Saved entries:
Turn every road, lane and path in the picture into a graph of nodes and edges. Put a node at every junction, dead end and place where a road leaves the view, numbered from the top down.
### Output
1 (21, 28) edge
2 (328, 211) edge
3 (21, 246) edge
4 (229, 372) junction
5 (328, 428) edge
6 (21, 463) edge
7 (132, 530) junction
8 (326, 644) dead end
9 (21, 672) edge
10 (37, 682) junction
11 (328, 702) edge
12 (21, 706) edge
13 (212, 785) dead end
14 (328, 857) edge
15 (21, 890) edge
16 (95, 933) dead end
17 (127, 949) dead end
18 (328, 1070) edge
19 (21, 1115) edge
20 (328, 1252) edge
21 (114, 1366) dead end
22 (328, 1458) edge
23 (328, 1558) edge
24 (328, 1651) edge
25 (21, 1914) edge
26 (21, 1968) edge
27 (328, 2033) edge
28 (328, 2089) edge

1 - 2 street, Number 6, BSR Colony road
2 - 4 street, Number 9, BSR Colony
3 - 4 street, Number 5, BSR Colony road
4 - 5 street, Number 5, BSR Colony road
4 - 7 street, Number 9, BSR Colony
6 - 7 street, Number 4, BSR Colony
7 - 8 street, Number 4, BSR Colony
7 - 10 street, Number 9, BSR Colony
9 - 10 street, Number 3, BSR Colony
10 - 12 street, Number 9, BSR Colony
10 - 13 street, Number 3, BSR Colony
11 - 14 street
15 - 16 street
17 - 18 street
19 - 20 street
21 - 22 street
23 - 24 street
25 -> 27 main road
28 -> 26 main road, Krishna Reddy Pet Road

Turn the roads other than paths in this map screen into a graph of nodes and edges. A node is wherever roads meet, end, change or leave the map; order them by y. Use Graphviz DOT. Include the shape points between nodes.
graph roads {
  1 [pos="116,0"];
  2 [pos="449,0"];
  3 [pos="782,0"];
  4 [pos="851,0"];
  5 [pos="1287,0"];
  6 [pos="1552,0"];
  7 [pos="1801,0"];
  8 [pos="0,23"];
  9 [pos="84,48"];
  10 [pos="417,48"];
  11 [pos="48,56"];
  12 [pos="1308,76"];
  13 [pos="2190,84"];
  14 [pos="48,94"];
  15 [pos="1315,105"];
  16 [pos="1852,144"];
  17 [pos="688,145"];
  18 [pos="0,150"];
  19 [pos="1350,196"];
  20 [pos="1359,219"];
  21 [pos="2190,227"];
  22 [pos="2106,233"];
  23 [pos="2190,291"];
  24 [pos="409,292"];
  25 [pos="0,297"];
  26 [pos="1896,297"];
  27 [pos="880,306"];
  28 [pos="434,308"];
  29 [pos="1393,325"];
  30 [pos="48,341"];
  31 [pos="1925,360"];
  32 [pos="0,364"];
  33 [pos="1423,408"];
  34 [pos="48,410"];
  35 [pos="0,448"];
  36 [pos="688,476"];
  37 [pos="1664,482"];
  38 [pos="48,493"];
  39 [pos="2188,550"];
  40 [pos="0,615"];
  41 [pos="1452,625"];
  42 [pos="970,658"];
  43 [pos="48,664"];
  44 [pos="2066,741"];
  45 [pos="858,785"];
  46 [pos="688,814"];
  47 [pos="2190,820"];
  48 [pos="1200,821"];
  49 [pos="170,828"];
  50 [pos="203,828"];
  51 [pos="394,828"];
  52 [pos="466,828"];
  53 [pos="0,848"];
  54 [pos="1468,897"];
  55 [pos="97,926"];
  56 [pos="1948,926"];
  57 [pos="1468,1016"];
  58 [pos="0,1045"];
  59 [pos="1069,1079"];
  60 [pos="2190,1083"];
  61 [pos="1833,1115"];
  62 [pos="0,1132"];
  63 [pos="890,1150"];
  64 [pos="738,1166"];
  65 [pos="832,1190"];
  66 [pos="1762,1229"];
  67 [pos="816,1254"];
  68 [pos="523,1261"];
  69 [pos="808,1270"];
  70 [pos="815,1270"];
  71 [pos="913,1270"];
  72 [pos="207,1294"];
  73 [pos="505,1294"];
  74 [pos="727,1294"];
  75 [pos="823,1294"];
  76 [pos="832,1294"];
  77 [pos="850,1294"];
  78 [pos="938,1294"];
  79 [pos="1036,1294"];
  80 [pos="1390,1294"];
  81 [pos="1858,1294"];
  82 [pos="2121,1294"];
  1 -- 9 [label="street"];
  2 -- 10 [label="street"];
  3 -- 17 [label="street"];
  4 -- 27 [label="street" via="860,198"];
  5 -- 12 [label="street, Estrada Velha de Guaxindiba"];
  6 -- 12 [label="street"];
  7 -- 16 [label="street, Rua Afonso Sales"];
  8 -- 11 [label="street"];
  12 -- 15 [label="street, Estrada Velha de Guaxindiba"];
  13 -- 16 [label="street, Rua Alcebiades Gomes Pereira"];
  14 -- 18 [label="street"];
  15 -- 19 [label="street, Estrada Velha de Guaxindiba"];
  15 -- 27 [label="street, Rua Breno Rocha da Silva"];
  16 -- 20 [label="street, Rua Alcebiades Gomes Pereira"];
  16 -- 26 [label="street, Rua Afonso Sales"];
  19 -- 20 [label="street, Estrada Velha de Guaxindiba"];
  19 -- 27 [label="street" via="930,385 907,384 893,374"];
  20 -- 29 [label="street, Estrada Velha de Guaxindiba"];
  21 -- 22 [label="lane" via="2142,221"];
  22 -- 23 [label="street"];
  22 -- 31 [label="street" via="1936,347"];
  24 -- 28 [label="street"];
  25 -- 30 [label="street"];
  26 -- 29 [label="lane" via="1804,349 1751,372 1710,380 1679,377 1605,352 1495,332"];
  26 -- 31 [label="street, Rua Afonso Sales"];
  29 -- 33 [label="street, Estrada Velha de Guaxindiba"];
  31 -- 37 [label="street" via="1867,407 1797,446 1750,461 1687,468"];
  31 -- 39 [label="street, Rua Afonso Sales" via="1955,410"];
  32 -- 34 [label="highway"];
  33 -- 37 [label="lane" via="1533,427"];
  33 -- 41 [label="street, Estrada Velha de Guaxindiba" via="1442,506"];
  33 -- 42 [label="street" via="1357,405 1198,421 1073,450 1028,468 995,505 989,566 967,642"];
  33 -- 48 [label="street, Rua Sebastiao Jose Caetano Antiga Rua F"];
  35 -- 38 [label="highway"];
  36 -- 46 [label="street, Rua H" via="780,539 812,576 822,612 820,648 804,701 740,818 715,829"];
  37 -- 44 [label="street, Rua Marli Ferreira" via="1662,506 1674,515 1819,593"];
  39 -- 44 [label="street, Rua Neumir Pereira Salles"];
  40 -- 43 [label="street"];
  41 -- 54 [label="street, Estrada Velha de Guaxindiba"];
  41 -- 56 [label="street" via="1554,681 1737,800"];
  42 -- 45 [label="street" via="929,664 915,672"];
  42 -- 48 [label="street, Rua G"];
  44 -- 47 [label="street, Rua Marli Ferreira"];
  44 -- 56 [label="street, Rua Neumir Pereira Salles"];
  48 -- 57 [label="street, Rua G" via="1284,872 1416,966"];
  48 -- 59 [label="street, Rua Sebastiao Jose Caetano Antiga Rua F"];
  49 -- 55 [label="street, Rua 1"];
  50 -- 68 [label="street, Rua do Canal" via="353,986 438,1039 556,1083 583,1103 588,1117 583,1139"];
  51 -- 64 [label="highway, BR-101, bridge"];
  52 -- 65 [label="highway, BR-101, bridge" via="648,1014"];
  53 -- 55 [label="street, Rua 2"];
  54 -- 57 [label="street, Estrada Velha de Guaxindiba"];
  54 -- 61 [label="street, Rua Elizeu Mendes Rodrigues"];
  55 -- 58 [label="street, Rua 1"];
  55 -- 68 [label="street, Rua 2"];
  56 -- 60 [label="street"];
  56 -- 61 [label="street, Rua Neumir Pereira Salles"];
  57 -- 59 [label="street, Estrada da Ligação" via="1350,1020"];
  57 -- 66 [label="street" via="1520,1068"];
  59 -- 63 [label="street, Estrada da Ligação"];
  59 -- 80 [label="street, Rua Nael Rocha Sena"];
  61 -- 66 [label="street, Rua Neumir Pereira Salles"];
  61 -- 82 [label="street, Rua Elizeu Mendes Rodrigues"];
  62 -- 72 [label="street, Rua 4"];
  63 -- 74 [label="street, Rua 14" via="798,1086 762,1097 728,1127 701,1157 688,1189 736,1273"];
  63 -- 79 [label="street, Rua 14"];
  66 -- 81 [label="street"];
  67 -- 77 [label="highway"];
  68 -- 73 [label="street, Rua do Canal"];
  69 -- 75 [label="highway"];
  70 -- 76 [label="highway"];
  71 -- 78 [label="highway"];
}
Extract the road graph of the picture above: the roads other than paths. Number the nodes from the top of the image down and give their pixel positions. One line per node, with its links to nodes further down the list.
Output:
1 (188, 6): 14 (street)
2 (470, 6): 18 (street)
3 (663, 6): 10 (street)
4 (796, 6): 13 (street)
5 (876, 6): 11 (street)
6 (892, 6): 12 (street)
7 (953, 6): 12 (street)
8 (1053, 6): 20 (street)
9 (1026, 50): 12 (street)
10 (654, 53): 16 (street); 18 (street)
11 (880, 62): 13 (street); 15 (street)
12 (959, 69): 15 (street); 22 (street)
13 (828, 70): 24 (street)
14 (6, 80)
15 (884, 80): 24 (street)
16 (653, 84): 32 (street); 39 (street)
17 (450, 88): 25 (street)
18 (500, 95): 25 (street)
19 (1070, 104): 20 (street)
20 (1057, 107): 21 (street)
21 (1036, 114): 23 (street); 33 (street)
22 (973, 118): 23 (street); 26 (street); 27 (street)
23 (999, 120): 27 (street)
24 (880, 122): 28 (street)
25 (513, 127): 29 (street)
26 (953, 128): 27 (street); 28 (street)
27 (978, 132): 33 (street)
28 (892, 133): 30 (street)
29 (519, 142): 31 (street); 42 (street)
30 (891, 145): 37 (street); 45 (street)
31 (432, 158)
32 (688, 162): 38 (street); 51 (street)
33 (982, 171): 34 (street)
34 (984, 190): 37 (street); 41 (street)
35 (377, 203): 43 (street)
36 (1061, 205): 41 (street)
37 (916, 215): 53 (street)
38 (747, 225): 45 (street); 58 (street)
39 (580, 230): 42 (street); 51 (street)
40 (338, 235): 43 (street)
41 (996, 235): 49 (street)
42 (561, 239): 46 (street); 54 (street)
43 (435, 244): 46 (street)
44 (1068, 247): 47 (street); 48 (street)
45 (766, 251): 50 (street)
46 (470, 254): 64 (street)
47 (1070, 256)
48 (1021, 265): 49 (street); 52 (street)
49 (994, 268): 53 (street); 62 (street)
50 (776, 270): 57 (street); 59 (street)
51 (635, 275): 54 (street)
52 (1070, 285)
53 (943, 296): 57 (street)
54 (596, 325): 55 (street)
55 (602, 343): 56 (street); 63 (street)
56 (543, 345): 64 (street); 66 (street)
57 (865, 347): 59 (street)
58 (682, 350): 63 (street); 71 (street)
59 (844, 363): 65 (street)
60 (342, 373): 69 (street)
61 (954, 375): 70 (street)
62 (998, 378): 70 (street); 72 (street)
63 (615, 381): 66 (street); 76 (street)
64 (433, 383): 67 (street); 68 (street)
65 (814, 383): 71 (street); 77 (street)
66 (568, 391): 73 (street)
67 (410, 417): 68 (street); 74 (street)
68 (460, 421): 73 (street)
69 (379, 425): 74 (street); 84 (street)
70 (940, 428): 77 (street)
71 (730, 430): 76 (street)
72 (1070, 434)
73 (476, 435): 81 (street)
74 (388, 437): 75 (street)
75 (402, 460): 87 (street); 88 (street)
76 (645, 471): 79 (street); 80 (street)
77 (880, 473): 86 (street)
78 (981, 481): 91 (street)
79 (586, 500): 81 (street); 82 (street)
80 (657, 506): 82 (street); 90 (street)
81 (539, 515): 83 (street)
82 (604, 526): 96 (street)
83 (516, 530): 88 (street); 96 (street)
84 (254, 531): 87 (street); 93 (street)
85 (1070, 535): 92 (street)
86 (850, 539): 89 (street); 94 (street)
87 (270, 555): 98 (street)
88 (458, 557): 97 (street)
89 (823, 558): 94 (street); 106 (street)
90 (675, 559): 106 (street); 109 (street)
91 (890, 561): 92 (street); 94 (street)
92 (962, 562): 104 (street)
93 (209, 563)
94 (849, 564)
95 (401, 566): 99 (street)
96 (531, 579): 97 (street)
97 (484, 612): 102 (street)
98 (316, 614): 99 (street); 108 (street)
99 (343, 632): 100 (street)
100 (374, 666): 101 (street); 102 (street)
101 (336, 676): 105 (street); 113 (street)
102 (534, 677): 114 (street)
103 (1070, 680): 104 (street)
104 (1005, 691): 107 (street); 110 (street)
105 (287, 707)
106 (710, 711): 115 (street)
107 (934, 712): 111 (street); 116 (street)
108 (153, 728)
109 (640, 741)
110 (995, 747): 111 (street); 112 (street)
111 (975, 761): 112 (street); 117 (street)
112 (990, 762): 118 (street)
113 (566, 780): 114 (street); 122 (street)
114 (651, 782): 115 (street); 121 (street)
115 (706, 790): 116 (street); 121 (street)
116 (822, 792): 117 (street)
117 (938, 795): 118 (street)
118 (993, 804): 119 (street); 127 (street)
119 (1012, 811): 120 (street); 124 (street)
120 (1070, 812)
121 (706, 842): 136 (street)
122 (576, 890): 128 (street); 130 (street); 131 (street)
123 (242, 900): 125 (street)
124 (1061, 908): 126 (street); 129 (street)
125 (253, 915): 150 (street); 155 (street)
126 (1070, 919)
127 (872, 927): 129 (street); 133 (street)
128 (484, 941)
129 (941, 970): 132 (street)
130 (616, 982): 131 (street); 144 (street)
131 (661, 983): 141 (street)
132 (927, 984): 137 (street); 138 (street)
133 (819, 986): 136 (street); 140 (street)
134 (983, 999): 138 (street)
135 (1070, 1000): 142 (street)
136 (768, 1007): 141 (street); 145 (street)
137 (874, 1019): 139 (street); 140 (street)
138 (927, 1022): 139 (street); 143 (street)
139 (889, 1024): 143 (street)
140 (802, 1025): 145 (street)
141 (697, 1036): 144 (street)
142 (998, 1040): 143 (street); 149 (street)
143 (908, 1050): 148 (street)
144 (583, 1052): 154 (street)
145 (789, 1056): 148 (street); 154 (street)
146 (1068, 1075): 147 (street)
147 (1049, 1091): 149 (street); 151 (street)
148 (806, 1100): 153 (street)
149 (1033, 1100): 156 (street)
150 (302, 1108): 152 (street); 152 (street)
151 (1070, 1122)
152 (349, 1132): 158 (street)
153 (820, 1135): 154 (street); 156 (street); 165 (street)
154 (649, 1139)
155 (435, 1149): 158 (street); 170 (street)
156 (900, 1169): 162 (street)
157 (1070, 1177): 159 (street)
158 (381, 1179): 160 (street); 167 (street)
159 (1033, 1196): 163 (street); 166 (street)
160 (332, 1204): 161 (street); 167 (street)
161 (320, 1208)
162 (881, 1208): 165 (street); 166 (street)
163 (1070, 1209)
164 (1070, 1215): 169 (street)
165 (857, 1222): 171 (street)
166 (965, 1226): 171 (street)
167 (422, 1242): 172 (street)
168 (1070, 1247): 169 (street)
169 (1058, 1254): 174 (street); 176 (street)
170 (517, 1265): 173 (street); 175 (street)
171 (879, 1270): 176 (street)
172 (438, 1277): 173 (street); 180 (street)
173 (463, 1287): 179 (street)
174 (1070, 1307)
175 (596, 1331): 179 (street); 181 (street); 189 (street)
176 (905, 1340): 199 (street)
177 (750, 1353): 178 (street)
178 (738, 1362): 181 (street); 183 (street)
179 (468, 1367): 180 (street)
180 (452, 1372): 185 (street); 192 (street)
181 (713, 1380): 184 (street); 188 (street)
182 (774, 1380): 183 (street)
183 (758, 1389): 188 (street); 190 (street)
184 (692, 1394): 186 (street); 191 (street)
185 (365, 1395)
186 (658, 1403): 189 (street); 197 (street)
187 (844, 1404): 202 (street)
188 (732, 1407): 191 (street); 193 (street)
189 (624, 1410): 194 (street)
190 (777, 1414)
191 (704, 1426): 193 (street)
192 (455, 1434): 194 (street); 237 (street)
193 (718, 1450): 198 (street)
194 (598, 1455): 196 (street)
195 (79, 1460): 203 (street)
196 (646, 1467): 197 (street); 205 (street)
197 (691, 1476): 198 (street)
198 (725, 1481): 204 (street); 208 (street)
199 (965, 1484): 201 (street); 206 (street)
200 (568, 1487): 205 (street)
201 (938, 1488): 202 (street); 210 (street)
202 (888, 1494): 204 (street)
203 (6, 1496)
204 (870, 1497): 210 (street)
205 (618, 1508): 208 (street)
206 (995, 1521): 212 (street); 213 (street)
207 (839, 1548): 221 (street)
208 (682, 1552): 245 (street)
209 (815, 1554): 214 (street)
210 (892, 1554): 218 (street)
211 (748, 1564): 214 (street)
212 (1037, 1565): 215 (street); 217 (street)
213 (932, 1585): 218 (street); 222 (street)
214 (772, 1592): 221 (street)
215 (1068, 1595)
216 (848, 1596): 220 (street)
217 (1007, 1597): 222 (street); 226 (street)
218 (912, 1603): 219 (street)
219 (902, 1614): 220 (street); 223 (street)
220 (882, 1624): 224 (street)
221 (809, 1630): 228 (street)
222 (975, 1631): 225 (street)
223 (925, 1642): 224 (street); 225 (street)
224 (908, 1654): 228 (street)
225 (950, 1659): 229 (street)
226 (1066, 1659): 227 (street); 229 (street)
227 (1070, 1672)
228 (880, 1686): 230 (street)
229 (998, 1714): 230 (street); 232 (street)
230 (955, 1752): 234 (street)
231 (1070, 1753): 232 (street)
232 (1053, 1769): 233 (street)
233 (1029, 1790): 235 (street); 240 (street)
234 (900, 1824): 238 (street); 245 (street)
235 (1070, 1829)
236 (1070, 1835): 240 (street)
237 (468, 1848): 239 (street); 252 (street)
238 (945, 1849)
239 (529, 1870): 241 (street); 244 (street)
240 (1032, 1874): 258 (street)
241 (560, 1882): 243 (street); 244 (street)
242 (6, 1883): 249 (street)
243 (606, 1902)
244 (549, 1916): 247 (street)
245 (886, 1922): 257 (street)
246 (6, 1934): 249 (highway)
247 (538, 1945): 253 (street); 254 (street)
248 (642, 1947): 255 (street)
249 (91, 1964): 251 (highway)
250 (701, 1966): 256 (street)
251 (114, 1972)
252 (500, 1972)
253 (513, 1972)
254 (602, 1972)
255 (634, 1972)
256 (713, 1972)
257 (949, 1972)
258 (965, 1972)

The problem: When the word "Rocha" shows up in a line of the entries, pull that line out.

Problem solution:
  15 -- 27 [label="street, Rua Breno Rocha da Silva"];
  59 -- 80 [label="street, Rua Nael Rocha Sena"];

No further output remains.